Data to be evaluated propagates and stabilizes to the hardware model. When
the software model detects an active clock edge, it sends an enable signal
to the hardware model to activate data evaluation. The hardware model
evaluates the data and then waits for the new incoming data that may be
evaluated at the next active clock edge signal detection in the software
model.
Another embodiment of the present invention includes a software kernel that
controls the operation of the software model and the hardware model. The
software kernel comprises the steps of evaluate active test-bench
processes/components, evaluate clock components, detect clock edge, update
registers and memories, propagate combinational components, advance
simulation time, and continue the loop as long as active test-bench
processes are present.
A further embodiment of the present invention is a method of simulating a
circuit, where the circuit has a structure and a function specified in a
hardware language, such as HDL. The hardware language is also capable of
describing or reducing the circuit into components. The method steps
comprise: (1) determining component type in the hardware language; (2)

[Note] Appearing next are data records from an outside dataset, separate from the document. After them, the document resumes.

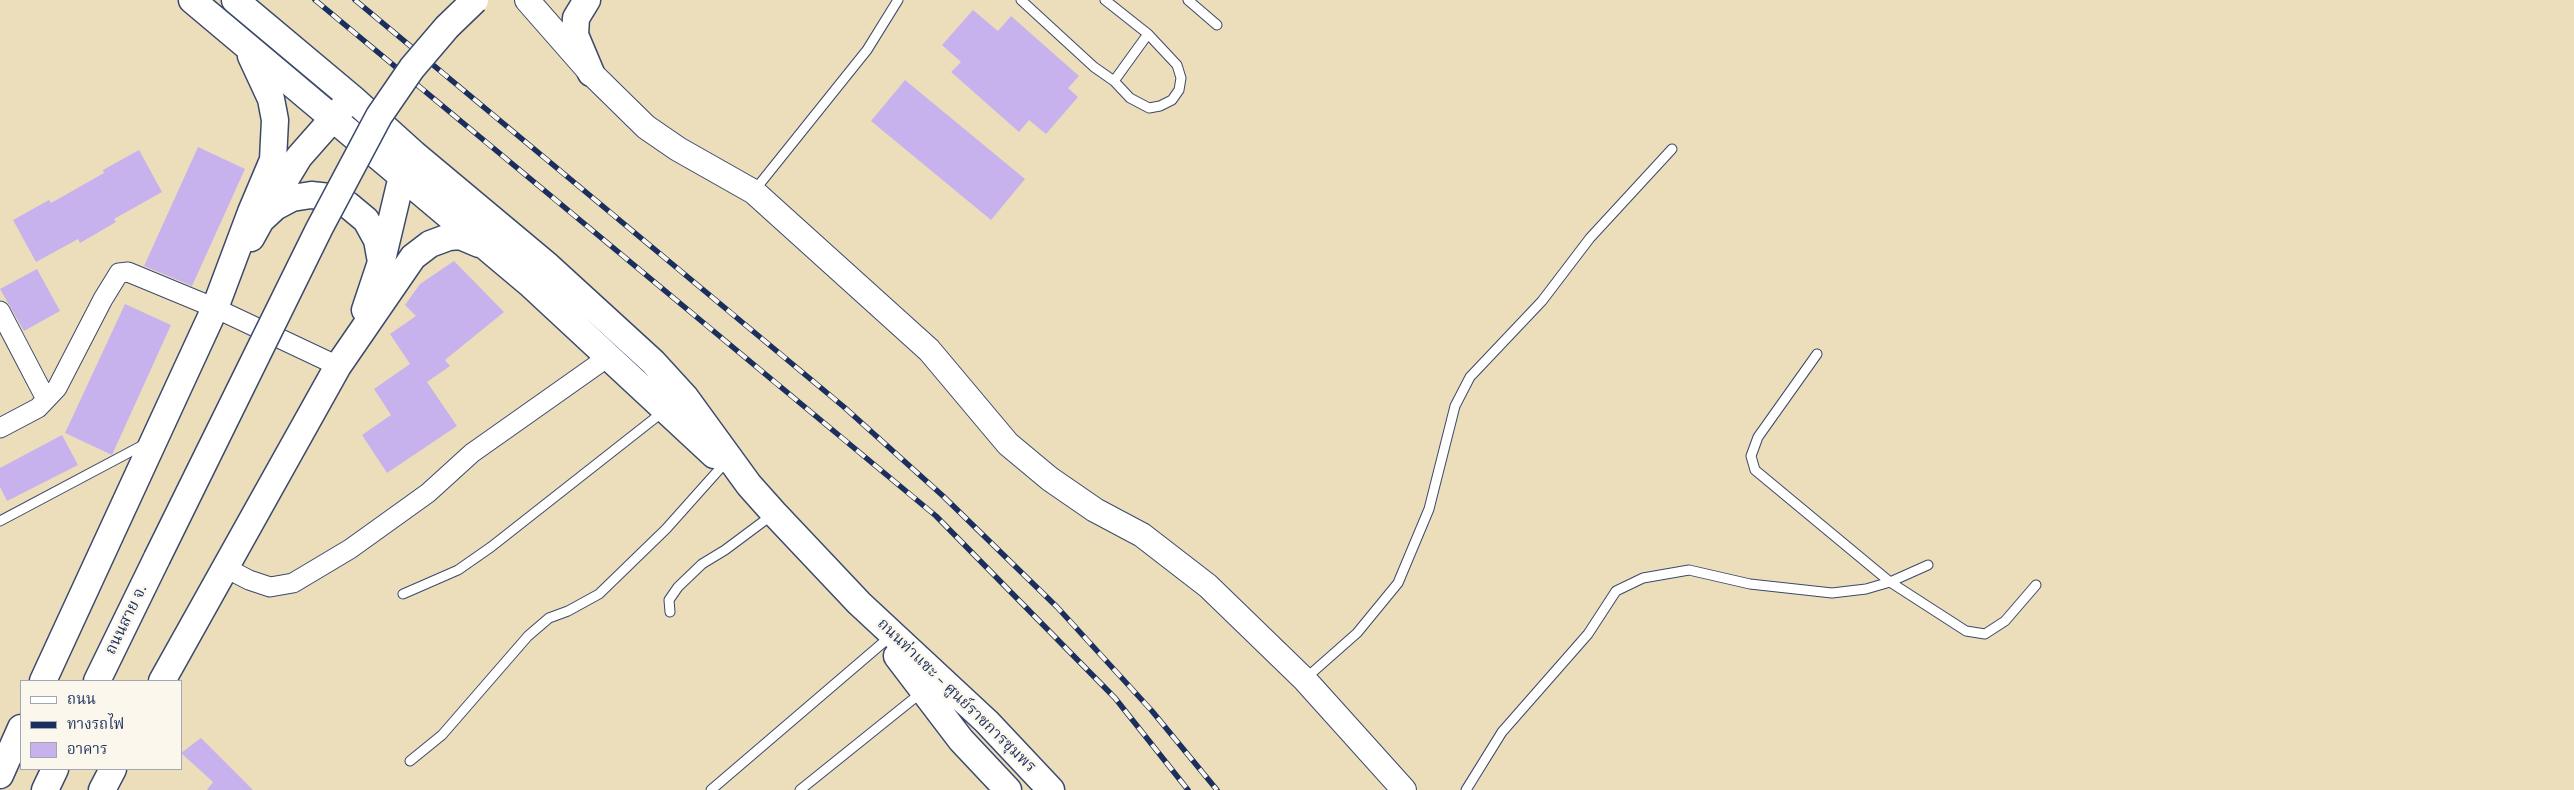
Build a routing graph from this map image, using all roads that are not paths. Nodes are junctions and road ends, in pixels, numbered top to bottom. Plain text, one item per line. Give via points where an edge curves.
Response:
1 (192, 0) edge
2 (235, 0) edge
3 (474, 0) edge
4 (527, 0) edge
5 (587, 0) edge
6 (898, 0) edge
7 (1021, 0) edge
8 (1105, 0) edge
9 (1188, 0) edge
10 (1217, 25) dead end
11 (1148, 34) junction
12 (244, 44) junction
13 (591, 73) junction
14 (1114, 81) junction
15 (352, 98) junction
16 (332, 118) junction
17 (1672, 149) dead end
18 (408, 165) junction
19 (754, 192) junction
20 (261, 220) junction
21 (484, 246) junction
22 (381, 262) junction
23 (215, 308) junction
24 (0, 311) edge
25 (1817, 354) dead end
26 (608, 357) junction
27 (338, 366) junction
28 (46, 399) junction
29 (664, 410) junction
30 (0, 428) edge
31 (154, 439) junction
32 (724, 464) junction
33 (749, 485) junction
34 (774, 513) junction
35 (0, 522) edge
36 (1928, 565) dead end
37 (226, 568) junction
38 (1890, 582) junction
39 (2036, 585) dead end
40 (403, 594) dead end
41 (859, 603) junction
42 (670, 612) dead end
43 (885, 641) junction
44 (43, 680) edge
45 (98, 680) edge
46 (163, 680) edge
47 (1305, 680) junction
48 (924, 691) junction
49 (20, 730) edge
50 (410, 761) dead end
51 (55, 770) edge
52 (112, 770) edge
53 (0, 775) edge
54 (45, 790) edge
55 (102, 790) edge
56 (711, 790) edge
57 (800, 790) edge
58 (1008, 790) edge
59 (1051, 790) edge
60 (1404, 790) edge
61 (1466, 790) edge

1 - 12 main road
2 - 15 main road
3 - 45 main road, ถนนสาย จ., bridge via 412,68 379,116 319,229
4 - 13 street
5 - 13 main road via 576,18 575,35
6 - 19 lane via 867,50
7 - 14 lane via 1094,67
8 - 11 lane
9 - 10 lane
11 - 14 lane
11 - 14 lane via 1178,65 1179,90 1172,100 1149,108 1130,98
12 - 16 main road
12 - 23 main road via 271,99 275,120 273,160
13 - 19 street via 646,127
15 - 16 main road
15 - 18 main road
16 - 18 main road
16 - 20 main road via 299,157
17 - 47 lane via 1590,238 1542,301 1470,376 1455,406 1429,509 1398,584 1357,633
18 - 21 main road
18 - 22 main road
18 - 33 main road via 548,266 653,362 685,397
19 - 47 street via 929,350 1008,444 1050,479 1174,558 1208,586
20 - 22 main road via 292,198 330,197 348,205 366,220 377,240
20 - 23 main road
21 - 26 main road
21 - 27 main road via 460,236 449,237 430,244 413,257
22 - 27 main road via 376,285
23 - 27 street
23 - 28 street via 128,272 119,273 57,388
23 - 31 main road
24 - 28 street
25 - 38 lane via 1758,436 1751,456 1755,470
26 - 29 main road
26 - 37 street via 472,454 428,493 350,549 293,583 270,587
27 - 37 main road
28 - 30 street via 38,408
29 - 32 main road
29 - 40 lane via 491,547 458,570
31 - 35 lane
31 - 44 main road
32 - 33 main road
32 - 50 lane via 666,529 599,594 549,618 528,636 442,735
33 - 34 main road, ถนนท่าแซะ - ศูนย์ราชการชุมพร
34 - 41 main road, ถนนท่าแซะ - ศูนย์ราชการชุมพร
34 - 42 lane via 690,575 669,600
36 - 38 lane
37 - 46 main road
38 - 39 lane via 1966,631 1985,634 2005,621
38 - 61 lane via 1866,589 1832,592 1750,584 1689,570 1643,578 1616,591 1588,634 1502,732
41 - 43 main road, ถนนท่าแซะ - ศูนย์ราชการชุมพร
41 - 59 main road, ถนนท่าแซะ - ศูนย์ราชการชุมพร via 987,722
43 - 48 main road, ถนนท่าแซะ - ศูนย์ราชการชุมพร
43 - 56 lane
47 - 60 street
48 - 57 lane
48 - 58 main road, ถนนท่าแซะ - ศูนย์ราชการชุมพร via 961,740
49 - 53 main road
51 - 54 main road
52 - 55 main road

generating a model of the circuit based on component type; and (3)
simulating the behavior of the circuit with the model by providing input
data to the model. Generating the model may include: (1) generating a
software model of the circuit; and (2) generating a hardware model of the
circuit based on component type.
In another embodiment, the present invention is a method of simulating a
circuit. The steps include: (1) generating a software model of the
circuit; (2) generating a hardware model of the circuit; (3) simulating a
behavior of the circuit with the software model by providing input data to
the software model; (4) selectively switching to the hardware model; (5)
providing input data to the hardware model; and (6) simulating a behavior
of the circuit with the hardware model by accelerating the simulation in
the hardware model. The method may also include the additional steps of:
(1) selectively switching to the software model; and (2) simulating a
behavior of the circuit with the software model by providing input data to
the software model. The simulation can also be stopped with the software
model.
For the in-circuit emulation mode, the method comprises: (1) generating a
software model of the circuit; (2) generating a hardware model of at least
a portion of the circuit; (3) providing input signals from the target
system to the hardware model; (4) providing output signals from the
hardware model to the target system; (5) simulating a behavior of the
circuit with the hardware model, where the software model is capable of
controlling the simulation/emulation, cycle by cycle.

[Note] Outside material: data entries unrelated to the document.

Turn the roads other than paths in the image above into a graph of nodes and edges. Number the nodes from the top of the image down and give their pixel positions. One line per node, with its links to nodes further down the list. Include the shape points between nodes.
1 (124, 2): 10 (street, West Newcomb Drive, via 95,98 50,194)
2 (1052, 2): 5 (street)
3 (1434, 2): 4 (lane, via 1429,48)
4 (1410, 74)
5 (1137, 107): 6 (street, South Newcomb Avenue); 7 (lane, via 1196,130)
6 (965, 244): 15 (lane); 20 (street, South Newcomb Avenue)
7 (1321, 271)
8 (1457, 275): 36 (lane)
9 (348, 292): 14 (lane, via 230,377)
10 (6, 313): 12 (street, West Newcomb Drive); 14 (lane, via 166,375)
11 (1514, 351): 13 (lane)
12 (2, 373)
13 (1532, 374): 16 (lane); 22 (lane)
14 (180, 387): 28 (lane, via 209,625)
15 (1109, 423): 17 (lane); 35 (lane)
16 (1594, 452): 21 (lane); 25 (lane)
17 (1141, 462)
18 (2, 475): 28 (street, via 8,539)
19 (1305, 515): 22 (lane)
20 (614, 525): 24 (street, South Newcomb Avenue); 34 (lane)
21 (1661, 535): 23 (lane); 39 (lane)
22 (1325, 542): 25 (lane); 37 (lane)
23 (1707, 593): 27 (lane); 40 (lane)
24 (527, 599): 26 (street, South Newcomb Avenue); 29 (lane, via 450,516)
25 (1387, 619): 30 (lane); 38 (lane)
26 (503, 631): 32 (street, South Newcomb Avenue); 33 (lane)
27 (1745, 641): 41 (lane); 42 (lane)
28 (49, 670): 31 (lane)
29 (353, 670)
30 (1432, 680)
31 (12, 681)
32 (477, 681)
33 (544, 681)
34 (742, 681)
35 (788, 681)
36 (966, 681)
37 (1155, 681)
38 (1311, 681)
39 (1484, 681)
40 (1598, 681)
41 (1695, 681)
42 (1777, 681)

For the post-simulation analysis, the method of simulating a circuit
comprises: (1) generating a model of the circuit; (2) simulating a
behavior of the circuit with the model by providing input data to the
model; and (3) logging selective input data and selective output data as
log points from the model. A software and hardware model can be generated.
The method may further comprise the steps of: (1) selecting a desired
time-dependent point in the simulation; (2) selecting a log point at or
prior to the selected time-dependent point; (3) providing input data to
the hardware model; and (4) simulating a behavior of the circuit with the
hardware model from the selected log point.

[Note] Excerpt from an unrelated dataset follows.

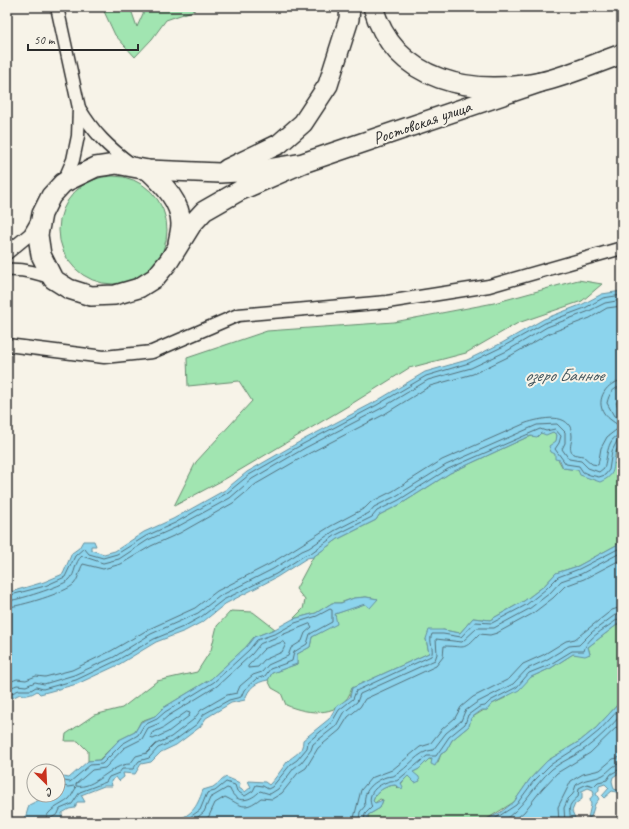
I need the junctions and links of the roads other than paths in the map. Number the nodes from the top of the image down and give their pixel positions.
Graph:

A further embodiment of the present invention is a method of generating
models for a simulation system for simulating a circuit. The steps
include: (1) generating a software model of the circuit; (2) generating a
hardware model for at least a portion of the circuit based on component
type, said component type including register components and combinational
components; and (3) generating a clock generation circuit in the hardware
model to trigger data evaluation in the hardware model in response to
clock edge detection in the software model.
Another aspect of the present invention is a memory Simulation system. The
various embodiments of the present invention provide a structure and
scheme where the numerous memory blocks associated with the user's design
is mapped into the SRAM memory devices in the Simulation system instead of
inside the logic devices, which are used to configure and model the user's
design. Thus, the memory Simulation system includes a memory state
machine, an evaluation state machine, and their associated logic to
control and interface with: (1) the main computing system and its
associated memory system, (2) the SRAM memory devices coupled to the FPGA
buses in the Simulation system, and (3) the FPGA logic devices which
contain the configured and programmed user design that is being debugged.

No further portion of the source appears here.